- Nickname: Saif Islam
- Born: 1973 Urus-Martan, Checheno-Ingush ASSR, Soviet Union
- Died: 15 April 2002 (aged 28–29) Tangi-Chu, Chechnya
- Allegiance: Chechen Republic of Ichkeria
- Branch: Chechen National Guard
- Rank: Amir
- Commands: Urus-Martanovsky Jamaat
- Conflicts: First Chechen War Second Chechen War

= Aslan Dukuzov =

Chechen Salafist leader

Aslan Dukuzov (Аслан Дукузов; 1973 — 15 April 2002) was a militant leader in the Urus-Martanovsky District and deputy to Ramzan Akhmadov, who took part in the First and Second Chechen Wars.
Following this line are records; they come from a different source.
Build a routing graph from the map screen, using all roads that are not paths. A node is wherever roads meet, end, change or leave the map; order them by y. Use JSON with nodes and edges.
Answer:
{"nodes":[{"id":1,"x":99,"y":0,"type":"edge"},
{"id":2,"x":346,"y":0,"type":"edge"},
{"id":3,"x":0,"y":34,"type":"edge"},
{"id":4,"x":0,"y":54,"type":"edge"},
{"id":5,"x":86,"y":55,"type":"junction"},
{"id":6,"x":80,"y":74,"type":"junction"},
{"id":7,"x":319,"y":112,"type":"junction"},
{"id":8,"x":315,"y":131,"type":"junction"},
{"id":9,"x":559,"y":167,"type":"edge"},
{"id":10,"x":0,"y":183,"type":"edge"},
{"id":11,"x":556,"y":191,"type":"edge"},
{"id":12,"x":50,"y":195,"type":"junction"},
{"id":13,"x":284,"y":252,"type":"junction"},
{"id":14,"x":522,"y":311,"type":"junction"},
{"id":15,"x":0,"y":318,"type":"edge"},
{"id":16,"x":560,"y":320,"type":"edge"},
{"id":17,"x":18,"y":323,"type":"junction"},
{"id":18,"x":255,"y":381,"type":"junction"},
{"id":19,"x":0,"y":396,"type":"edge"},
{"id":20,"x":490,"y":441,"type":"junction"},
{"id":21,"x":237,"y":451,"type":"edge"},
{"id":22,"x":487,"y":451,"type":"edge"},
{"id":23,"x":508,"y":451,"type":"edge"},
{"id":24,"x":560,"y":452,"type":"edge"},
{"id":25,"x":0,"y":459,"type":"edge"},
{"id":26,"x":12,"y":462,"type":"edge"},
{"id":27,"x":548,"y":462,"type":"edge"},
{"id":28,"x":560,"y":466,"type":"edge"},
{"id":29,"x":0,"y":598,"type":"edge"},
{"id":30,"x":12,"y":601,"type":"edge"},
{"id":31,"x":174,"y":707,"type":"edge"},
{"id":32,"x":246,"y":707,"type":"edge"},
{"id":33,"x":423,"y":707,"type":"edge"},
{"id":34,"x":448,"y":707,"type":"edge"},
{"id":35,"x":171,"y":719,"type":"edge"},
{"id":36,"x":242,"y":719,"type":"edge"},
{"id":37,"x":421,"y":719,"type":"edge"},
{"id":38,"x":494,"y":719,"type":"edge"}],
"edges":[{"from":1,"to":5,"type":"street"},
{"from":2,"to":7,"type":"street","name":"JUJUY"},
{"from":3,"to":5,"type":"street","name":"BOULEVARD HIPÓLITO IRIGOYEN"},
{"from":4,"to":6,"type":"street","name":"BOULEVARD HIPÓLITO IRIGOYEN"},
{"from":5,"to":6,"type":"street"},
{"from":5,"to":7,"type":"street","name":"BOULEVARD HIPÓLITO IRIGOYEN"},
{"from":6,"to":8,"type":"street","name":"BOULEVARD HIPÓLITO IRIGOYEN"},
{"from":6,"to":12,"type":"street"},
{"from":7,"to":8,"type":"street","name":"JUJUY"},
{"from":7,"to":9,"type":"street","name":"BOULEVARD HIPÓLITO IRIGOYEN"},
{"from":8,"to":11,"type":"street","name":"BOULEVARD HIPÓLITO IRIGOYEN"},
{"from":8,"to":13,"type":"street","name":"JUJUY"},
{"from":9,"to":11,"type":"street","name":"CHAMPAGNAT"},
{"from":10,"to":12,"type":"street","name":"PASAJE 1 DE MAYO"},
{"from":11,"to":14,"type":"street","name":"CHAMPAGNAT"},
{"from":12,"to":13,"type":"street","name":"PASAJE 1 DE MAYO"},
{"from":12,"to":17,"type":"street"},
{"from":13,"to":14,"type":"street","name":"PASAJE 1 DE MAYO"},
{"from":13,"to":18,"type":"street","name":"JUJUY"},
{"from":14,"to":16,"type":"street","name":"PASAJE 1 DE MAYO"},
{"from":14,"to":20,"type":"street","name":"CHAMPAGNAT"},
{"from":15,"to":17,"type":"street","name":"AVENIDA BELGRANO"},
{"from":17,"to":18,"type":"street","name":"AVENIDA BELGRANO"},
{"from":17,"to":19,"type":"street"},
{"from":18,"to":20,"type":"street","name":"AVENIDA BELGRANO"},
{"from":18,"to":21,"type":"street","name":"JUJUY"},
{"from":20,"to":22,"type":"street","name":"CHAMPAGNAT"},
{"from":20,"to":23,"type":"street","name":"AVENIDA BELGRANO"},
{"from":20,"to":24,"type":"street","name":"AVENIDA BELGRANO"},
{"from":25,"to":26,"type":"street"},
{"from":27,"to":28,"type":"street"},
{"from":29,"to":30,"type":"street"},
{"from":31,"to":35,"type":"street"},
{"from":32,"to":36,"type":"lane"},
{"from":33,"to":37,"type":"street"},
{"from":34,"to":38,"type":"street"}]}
Aslan was of the Ghendargnoy teip and Sokhti-Nek'e (Branch of a teip).

== Biography ==
Aslan Dukuzov was born in the town of Urus-Martan. He was a close friend of Ramzan Akhmadov and participated with him in the fighting against the Russian army during the First Chechen war.
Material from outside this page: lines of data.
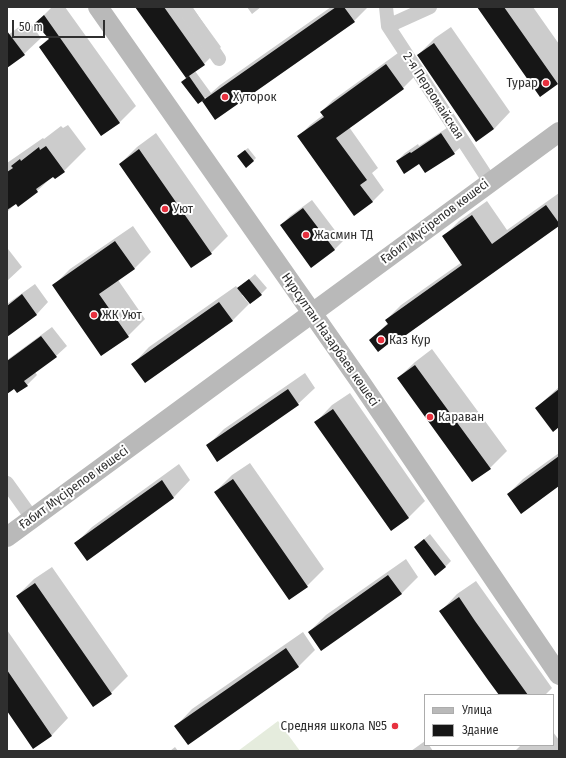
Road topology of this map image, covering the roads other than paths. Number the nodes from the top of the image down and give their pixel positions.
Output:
1 (98, 7) edge
2 (184, 7) edge
3 (386, 7) edge
4 (430, 7) edge
5 (388, 26) junction
6 (219, 59) dead end
7 (559, 132) edge
8 (490, 182) junction
9 (312, 314) junction
10 (7, 483) edge
11 (32, 518) junction
12 (7, 537) edge
13 (559, 675) edge

1 - 9 main road, Нұрсұлтан Назарбаев көшесі
2 - 6 street
3 - 5 street, 2-я Первомайская
4 - 5 street
5 - 8 street, 2-я Первомайская
7 - 8 main road, Ғабит Мүсірепов көшесі
8 - 9 main road, Ғабит Мүсірепов көшесі
9 - 11 main road, Ғабит Мүсірепов көшесі
9 - 13 main road, Нұрсұлтан Назарбаев көшесі
10 - 11 street
11 - 12 main road, Ғабит Мүсірепов көшесі

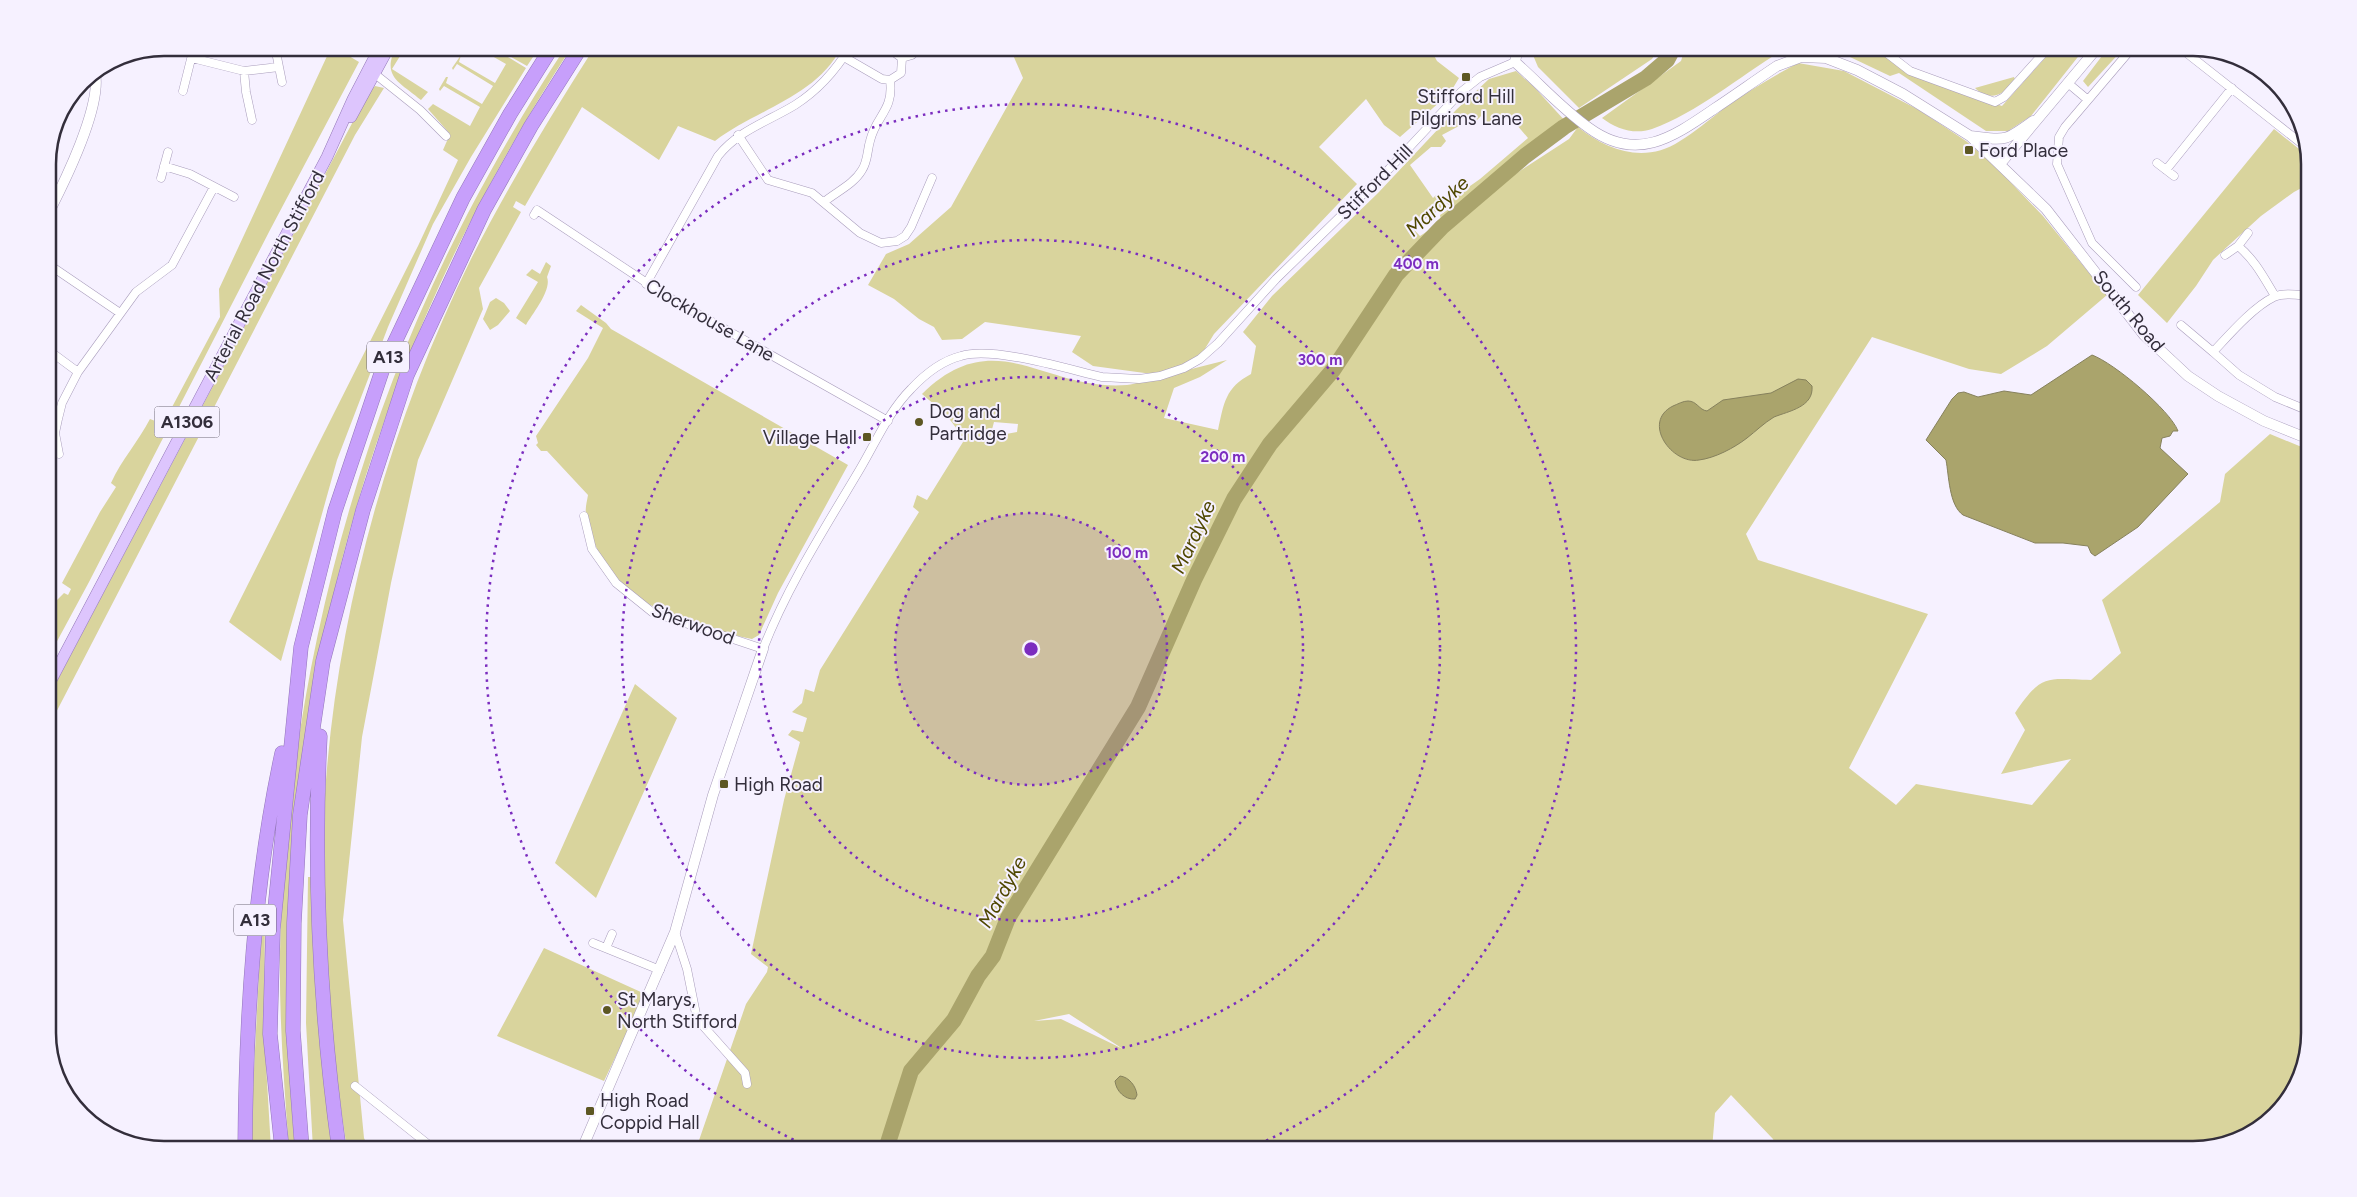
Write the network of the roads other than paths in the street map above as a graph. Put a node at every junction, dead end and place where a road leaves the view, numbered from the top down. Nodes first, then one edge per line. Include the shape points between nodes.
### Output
1 (277, 56) edge
2 (376, 56) edge
3 (385, 56) edge
4 (547, 56) edge
5 (576, 56) edge
6 (899, 56) edge
7 (909, 56) edge
8 (1516, 56) edge
9 (1890, 56) edge
10 (2042, 56) edge
11 (2092, 56) edge
12 (2126, 56) edge
13 (2190, 56) edge
14 (844, 57) joint
15 (192, 58) joint
16 (902, 58) junction
17 (1515, 62) junction
18 (279, 67) junction
19 (244, 71) junction
20 (375, 74) junction
21 (890, 80) junction
22 (95, 82) edge
23 (282, 82) dead end
24 (2069, 84) junction
25 (2232, 88) junction
26 (183, 91) dead end
27 (2088, 100) junction
28 (2049, 108) junction
29 (252, 120) dead end
30 (738, 135) junction
31 (446, 136) dead end
32 (1970, 136) junction
33 (2298, 141) edge
34 (168, 152) dead end
35 (327, 157) junction
36 (2157, 163) dead end
37 (2000, 164) junction
38 (164, 166) junction
39 (2166, 170) junction
40 (2174, 176) dead end
41 (160, 178) dead end
42 (932, 178) dead end
43 (214, 187) junction
44 (234, 197) dead end
45 (56, 198) edge
46 (824, 202) junction
47 (530, 204) dead end
48 (2248, 233) dead end
49 (2238, 246) junction
50 (2226, 255) dead end
51 (56, 269) edge
52 (646, 284) junction
53 (2136, 287) dead end
54 (2301, 295) edge
55 (2275, 296) junction
56 (120, 313) junction
57 (2181, 325) dead end
58 (2213, 352) junction
59 (56, 357) edge
60 (78, 372) junction
61 (2301, 408) edge
62 (888, 421) junction
63 (56, 422) edge
64 (2301, 436) edge
65 (56, 445) edge
66 (59, 454) dead end
67 (584, 516) dead end
68 (763, 649) junction
69 (323, 660) junction
70 (56, 671) edge
71 (295, 694) junction
72 (675, 932) junction
73 (612, 934) dead end
74 (593, 943) dead end
75 (606, 948) junction
76 (660, 970) junction
77 (747, 1084) dead end
78 (355, 1086) dead end
79 (245, 1141) edge
80 (281, 1141) edge
81 (301, 1141) edge
82 (339, 1141) edge
83 (423, 1141) edge
84 (585, 1141) edge

1 - 18 street
2 - 35 main road, Arterial Road North Stifford / A1306
3 - 20 main road, Arterial Road North Stifford / A1306
4 - 71 highway, A13 via 463,198 384,365 335,511 301,647
5 - 69 highway, A13 via 531,126 484,210 407,375 363,510
6 - 16 street
7 - 16 street
8 - 17 main road
9 - 10 street via 1910,71 1995,102 2004,98
11 - 24 main road
12 - 27 street, South Road
13 - 25 street
14 - 21 street via 882,80
14 - 30 street via 813,92
15 - 19 street
15 - 26 street
16 - 21 street via 901,73
17 - 32 main road via 1590,129 1603,137 1636,146 1656,143 1680,133 1777,66 1801,56 1826,58 1857,70
17 - 62 street, Stifford Hill via 1480,77 1461,92 1373,186 1265,290 1218,343 1192,364 1160,376 1119,379 990,353 962,355 931,369 909,390
18 - 19 street
18 - 23 street
19 - 29 street
20 - 31 street
20 - 35 main road, Arterial Road North Stifford / A1306
21 - 46 street via 891,98 870,140 868,158 862,171
22 - 45 main road via 95,98
24 - 27 street
24 - 28 main road
25 - 33 street
25 - 39 street
27 - 53 street, South Road via 2059,138 2057,164 2092,242
28 - 32 main road via 2002,140
28 - 37 main road
30 - 46 street via 768,180 798,187
30 - 52 street via 718,156
32 - 37 main road
34 - 38 street
35 - 70 main road, Arterial Road North Stifford / A1306
36 - 39 street
37 - 64 main road, South Road via 2046,209 2144,335 2188,376 2264,421
38 - 41 street
38 - 43 street via 190,174
39 - 40 street
42 - 46 street via 911,227 905,236 889,243 872,240 860,233
43 - 44 street
43 - 56 street via 172,265 136,292
47 - 52 street, Clockhouse Lane via 535,212
48 - 49 street
49 - 50 street
49 - 55 street via 2259,268
51 - 56 street
52 - 62 street, Clockhouse Lane
54 - 55 street
55 - 58 street via 2243,321
56 - 60 street
57 - 58 street
58 - 61 street via 2239,375 2275,397
59 - 60 street
60 - 63 street
62 - 68 street via 789,591
65 - 66 street
67 - 68 street, Sherwood via 592,549 616,583 652,612
68 - 72 main road via 713,795
69 - 81 highway, A13 via 300,815 294,923 293,1031
69 - 82 highway, A13 via 317,817 318,937
71 - 79 highway, A13 via 271,803 257,901
71 - 80 highway, A13 via 274,929 270,1034
72 - 76 main road
72 - 77 street via 697,1018 745,1073
73 - 75 street
74 - 75 street
75 - 76 street
76 - 84 main road
78 - 83 street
During the Second Chechen war, Dukuzov was one of the most influential commanders of the Chechen armed forces and had 40 rebel groups under his command.

Dukuzov was involved in numerous explosions of military armored vehicles and shootings of servicemen. He has been called the most daring and brutal raider against Russian troops. Dukuzov also killed Chechens who cooperated with the Russian authorities. He is said to have instilled fear in the entire Urus-Martanovsky District.
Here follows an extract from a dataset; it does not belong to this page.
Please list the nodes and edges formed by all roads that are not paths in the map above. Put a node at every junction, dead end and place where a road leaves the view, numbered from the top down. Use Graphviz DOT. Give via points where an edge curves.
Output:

On 15 April 2002, a special forces unit moved to intercept Dukuzov's group returning from a mountain base, which had been spotted by military intelligence near the village of Tangi-Chu. The special forces attempted to surround the militants on the western outskirts of the village, between the school and the cemetery. When the militants noticed shadows on the school walls, they opened fire. Two special forces and two militants, including Dukuzov himself, were killed in the firefight.